:: YOUR INSTRUCTIONS ::
Count every line in this listing that has "than". Reply with only the total.

+ + + + +

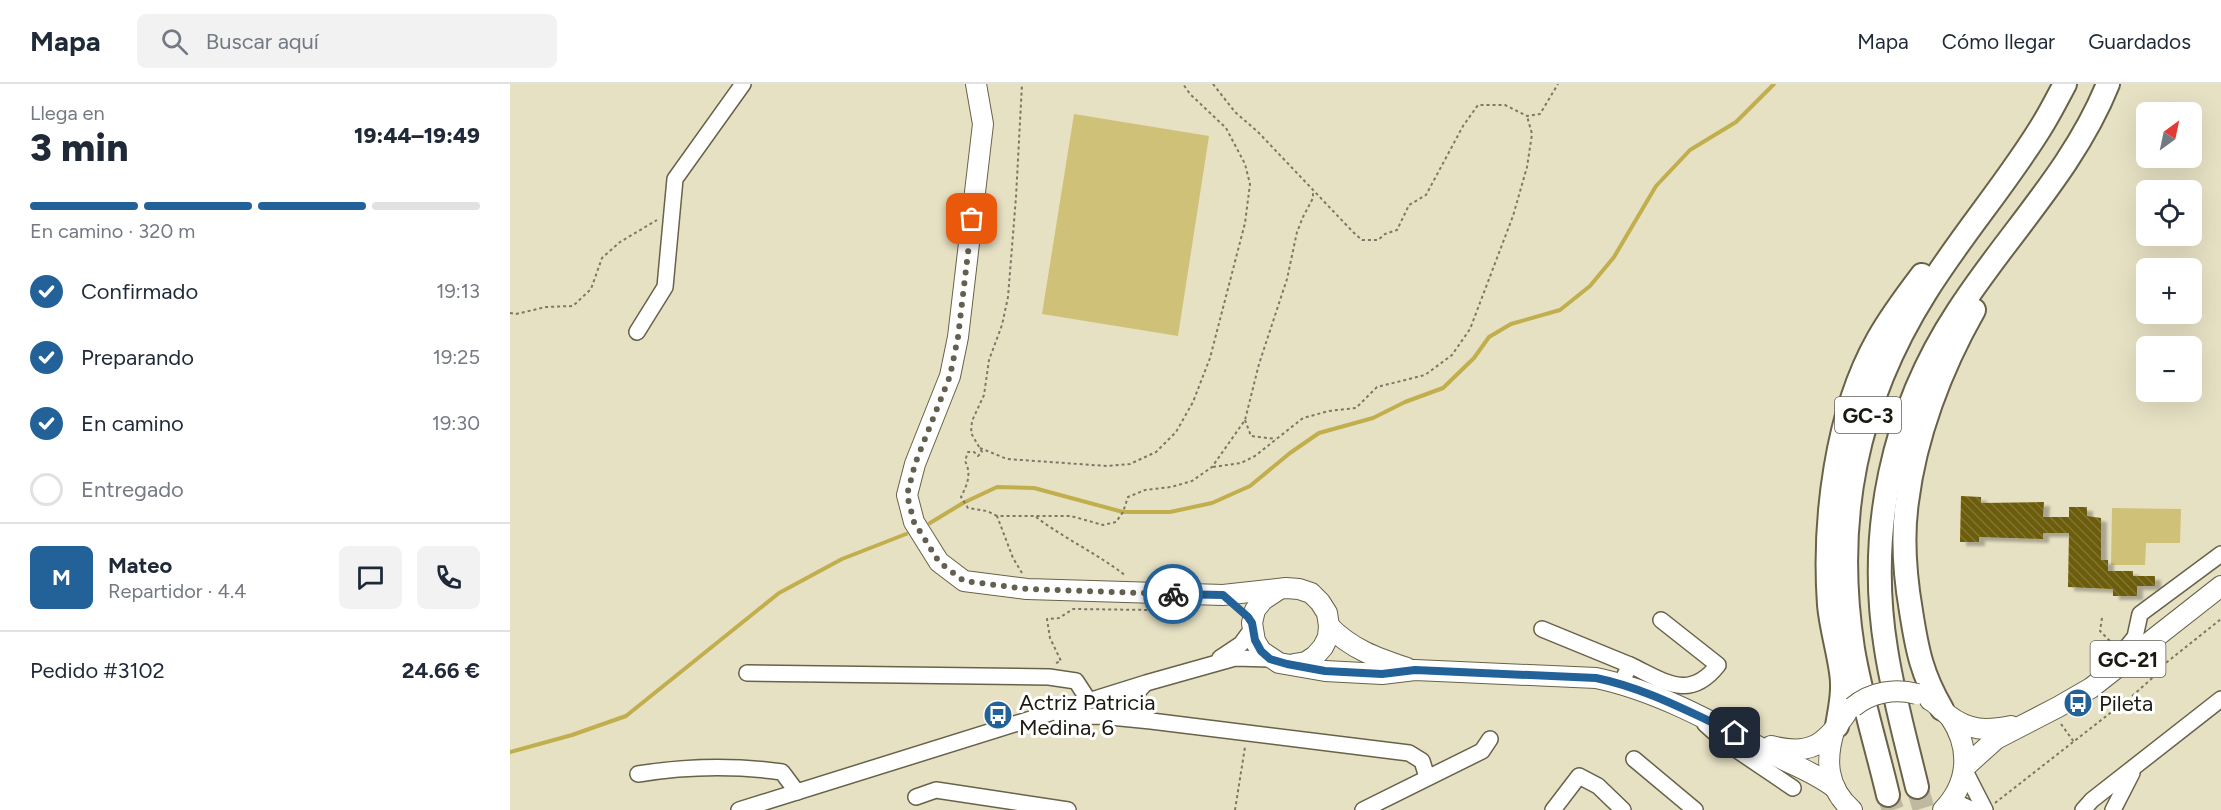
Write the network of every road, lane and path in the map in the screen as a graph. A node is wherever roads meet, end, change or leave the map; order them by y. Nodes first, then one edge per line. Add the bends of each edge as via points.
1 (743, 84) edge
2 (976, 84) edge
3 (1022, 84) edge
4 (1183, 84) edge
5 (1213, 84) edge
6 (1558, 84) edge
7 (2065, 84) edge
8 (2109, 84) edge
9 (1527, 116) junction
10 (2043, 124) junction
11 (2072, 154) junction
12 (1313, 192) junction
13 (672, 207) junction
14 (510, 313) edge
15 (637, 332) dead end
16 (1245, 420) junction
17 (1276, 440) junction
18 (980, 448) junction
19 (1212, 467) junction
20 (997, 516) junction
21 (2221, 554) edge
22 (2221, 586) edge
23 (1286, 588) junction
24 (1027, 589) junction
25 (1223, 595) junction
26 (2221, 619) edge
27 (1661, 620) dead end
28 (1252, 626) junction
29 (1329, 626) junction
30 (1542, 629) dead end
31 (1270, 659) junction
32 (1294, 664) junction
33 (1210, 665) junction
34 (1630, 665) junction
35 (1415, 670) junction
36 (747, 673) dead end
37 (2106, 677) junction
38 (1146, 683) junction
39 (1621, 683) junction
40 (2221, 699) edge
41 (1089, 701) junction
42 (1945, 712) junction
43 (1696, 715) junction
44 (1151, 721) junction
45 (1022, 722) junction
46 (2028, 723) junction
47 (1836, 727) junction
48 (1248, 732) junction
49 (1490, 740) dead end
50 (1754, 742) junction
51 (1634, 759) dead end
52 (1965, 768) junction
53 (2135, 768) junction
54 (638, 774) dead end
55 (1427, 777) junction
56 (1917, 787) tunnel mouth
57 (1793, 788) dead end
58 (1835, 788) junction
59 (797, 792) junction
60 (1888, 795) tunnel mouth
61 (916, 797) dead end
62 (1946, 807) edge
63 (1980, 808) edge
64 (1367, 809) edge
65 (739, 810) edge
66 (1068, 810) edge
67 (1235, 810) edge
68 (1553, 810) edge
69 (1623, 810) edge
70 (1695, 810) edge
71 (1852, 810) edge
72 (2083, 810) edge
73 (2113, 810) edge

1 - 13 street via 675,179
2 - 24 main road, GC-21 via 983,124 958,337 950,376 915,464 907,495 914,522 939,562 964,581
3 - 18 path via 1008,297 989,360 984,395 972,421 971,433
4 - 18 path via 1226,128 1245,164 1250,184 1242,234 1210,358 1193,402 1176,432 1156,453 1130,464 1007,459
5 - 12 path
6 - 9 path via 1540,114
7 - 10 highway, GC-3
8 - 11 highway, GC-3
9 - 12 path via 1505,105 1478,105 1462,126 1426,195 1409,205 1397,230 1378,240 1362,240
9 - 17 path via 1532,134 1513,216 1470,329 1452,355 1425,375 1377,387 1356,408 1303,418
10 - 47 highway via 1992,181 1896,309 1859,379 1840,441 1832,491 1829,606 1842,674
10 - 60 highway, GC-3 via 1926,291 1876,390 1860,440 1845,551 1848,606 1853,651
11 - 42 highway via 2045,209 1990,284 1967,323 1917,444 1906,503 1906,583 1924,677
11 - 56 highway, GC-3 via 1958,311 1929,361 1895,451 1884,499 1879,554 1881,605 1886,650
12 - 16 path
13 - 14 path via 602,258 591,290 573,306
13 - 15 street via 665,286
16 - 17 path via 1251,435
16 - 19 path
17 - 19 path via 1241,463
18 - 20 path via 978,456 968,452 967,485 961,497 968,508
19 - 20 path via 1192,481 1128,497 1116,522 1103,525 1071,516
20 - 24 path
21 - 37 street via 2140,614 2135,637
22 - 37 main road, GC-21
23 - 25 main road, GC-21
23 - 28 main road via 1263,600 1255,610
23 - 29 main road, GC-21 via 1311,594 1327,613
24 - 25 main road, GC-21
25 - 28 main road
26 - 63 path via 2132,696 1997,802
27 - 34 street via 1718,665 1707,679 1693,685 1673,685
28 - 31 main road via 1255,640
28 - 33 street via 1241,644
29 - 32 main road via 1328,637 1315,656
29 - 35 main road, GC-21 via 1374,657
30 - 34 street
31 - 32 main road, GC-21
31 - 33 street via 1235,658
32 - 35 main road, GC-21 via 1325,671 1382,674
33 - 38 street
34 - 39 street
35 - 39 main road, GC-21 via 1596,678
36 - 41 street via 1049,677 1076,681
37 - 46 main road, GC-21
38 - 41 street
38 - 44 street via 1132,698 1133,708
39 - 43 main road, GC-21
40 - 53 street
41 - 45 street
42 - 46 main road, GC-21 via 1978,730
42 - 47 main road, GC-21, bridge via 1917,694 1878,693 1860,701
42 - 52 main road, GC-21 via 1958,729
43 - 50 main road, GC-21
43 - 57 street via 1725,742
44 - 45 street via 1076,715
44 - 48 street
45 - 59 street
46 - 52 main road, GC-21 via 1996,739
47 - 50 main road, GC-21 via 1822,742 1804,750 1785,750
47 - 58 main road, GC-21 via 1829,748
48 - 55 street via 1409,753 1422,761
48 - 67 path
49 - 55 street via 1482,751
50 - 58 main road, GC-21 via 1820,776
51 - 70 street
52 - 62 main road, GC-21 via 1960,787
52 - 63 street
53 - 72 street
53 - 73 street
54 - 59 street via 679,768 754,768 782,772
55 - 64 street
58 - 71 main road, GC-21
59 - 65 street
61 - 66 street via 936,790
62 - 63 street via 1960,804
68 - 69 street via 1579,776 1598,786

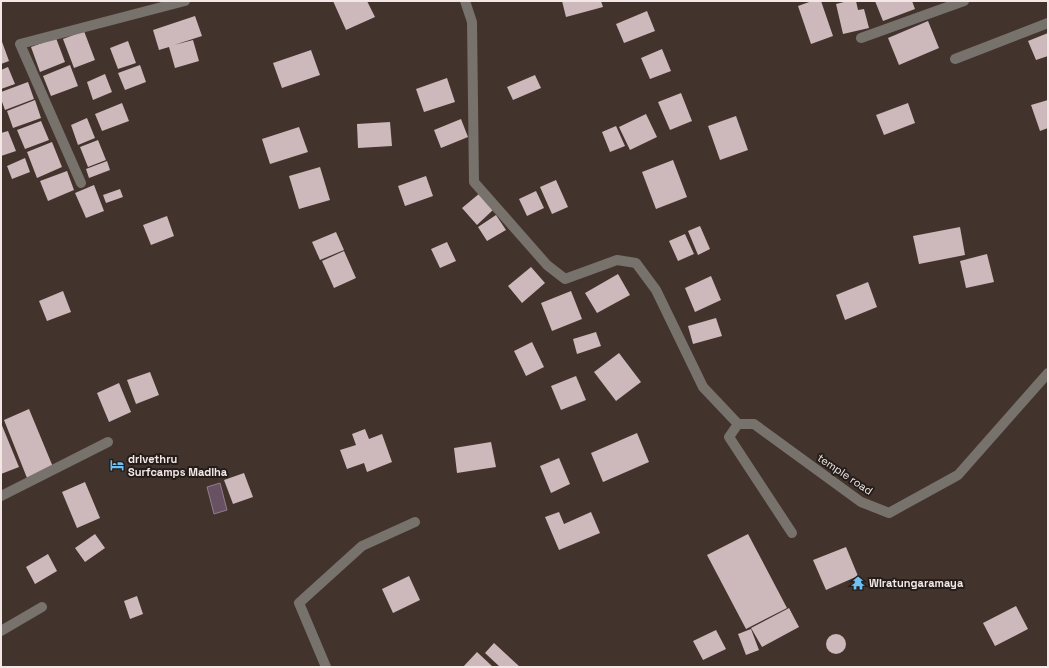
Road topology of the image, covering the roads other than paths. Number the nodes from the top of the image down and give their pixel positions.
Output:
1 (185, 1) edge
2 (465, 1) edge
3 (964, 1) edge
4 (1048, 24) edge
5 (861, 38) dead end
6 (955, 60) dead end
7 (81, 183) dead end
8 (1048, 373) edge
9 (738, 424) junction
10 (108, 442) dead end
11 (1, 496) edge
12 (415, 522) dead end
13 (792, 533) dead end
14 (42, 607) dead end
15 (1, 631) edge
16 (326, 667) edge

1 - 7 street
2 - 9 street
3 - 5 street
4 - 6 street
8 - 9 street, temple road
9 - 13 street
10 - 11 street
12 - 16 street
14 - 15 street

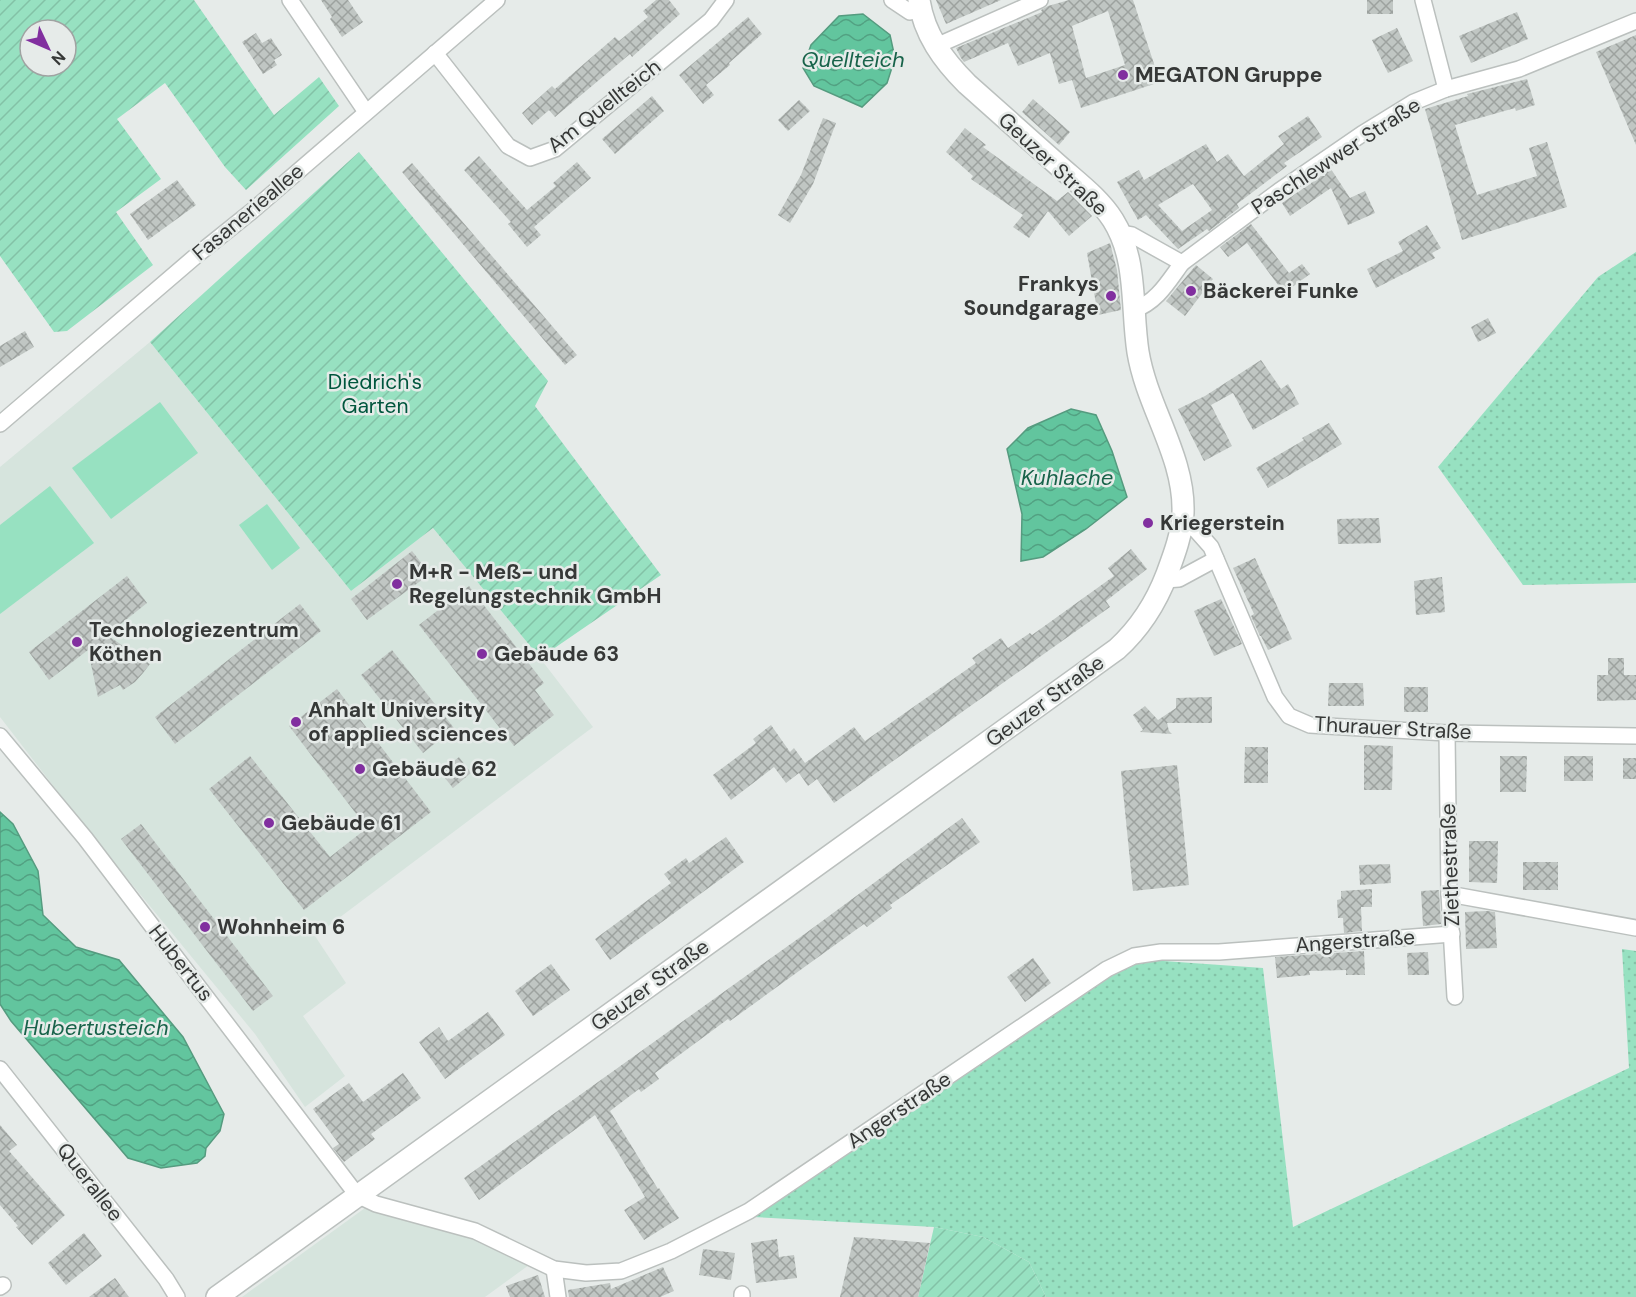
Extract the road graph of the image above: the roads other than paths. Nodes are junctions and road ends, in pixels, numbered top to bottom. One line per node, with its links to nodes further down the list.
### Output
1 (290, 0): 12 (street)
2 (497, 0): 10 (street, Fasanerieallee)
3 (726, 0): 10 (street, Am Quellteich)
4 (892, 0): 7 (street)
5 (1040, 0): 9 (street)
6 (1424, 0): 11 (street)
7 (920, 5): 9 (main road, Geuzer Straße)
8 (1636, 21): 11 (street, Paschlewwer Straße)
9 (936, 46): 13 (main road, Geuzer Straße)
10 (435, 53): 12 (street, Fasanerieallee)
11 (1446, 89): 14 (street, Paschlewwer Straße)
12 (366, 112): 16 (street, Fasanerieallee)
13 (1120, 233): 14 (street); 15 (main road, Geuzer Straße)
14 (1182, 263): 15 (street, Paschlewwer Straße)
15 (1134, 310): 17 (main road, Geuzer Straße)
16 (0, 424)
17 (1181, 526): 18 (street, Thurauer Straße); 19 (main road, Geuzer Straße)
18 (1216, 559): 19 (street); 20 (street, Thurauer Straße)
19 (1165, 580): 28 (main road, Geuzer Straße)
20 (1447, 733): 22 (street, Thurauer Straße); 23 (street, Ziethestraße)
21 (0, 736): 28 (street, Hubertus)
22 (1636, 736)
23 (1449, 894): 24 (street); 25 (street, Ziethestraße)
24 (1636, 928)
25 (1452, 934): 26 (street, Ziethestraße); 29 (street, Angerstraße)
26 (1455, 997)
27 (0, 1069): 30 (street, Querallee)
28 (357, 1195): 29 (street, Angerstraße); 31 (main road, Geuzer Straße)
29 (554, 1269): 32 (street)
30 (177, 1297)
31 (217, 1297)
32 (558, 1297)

+ + + + +

:: EXERCISE OUTPUT ::
2